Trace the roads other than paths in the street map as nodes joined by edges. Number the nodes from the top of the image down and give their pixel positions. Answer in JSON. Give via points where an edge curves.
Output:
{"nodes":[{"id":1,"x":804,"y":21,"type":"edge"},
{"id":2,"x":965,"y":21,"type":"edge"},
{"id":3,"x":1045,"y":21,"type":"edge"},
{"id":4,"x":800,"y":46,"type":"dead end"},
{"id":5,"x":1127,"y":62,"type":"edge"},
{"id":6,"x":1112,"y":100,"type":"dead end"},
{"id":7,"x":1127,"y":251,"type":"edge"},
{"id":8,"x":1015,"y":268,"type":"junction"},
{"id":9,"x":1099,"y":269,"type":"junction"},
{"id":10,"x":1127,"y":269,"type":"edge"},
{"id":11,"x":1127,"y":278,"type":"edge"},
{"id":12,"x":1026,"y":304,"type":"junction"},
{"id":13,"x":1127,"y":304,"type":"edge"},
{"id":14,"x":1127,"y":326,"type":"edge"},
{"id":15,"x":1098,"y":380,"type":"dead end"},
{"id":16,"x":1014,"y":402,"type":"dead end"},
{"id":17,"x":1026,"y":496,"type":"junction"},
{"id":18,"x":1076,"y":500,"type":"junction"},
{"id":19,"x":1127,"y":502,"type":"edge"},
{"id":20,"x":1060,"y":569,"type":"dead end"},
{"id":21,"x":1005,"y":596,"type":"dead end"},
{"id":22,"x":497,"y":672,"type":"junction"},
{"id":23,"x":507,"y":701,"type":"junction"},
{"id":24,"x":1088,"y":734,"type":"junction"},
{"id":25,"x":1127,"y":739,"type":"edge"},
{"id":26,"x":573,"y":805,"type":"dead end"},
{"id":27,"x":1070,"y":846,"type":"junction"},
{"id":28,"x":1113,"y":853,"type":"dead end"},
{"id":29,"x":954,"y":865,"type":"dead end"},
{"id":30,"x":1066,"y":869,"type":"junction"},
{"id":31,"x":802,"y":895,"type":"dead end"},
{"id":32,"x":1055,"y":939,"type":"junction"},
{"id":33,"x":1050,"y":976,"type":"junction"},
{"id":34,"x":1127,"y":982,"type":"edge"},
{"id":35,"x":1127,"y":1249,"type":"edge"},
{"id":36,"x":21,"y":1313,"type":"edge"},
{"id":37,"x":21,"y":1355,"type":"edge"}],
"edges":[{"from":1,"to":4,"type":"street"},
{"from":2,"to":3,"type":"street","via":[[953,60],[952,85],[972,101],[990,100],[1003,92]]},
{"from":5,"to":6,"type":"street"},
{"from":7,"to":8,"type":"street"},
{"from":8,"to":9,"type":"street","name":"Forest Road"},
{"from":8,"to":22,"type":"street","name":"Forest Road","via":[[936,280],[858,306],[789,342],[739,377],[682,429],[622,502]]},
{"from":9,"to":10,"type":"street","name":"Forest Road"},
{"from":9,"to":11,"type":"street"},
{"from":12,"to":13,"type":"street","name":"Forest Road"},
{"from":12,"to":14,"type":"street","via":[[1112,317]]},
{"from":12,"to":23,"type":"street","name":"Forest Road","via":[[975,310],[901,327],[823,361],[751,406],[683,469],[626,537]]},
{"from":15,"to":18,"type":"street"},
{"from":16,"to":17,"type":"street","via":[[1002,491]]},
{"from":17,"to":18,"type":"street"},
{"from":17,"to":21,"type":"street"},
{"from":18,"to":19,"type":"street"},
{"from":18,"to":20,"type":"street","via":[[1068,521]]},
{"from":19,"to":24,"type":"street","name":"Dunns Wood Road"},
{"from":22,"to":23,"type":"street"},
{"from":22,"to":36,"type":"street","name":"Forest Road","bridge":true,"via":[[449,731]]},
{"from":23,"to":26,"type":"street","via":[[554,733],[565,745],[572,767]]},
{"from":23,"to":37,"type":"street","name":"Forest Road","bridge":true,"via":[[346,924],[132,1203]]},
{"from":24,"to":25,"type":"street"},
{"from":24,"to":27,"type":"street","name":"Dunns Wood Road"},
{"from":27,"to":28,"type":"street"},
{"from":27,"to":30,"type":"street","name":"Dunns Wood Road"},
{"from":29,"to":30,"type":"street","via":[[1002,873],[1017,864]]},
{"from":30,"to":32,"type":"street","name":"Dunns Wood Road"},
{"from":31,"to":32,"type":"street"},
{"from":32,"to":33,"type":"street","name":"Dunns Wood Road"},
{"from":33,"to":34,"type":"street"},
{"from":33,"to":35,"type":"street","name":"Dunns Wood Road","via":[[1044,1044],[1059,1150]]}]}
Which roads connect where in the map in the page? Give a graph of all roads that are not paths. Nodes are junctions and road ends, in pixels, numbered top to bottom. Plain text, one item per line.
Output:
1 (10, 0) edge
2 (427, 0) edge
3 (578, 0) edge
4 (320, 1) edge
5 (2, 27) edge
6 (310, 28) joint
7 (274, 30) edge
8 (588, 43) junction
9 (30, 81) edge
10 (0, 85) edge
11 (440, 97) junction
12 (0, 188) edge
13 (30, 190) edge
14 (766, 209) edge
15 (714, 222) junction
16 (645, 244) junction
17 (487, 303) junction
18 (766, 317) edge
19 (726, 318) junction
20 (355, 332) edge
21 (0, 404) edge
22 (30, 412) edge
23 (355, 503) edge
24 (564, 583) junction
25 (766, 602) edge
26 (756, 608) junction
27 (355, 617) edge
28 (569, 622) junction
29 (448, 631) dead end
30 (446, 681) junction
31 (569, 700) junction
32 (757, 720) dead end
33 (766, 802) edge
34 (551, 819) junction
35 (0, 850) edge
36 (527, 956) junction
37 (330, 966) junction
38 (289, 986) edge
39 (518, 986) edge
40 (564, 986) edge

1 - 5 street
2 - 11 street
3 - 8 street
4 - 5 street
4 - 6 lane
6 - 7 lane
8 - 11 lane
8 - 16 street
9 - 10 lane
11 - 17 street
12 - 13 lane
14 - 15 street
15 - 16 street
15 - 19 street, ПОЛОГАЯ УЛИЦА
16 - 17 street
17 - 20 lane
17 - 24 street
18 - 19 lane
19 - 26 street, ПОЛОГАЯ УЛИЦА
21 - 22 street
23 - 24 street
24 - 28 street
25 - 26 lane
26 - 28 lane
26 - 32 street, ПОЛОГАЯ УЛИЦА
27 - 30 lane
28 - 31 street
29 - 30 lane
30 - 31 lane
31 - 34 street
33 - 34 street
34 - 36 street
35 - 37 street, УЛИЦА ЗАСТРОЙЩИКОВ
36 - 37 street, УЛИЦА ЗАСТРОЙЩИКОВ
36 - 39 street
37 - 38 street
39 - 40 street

----------------

When every line of the listing has been checked for the string "ПОЛОГАЯ", give only the number of lines that contain it.

3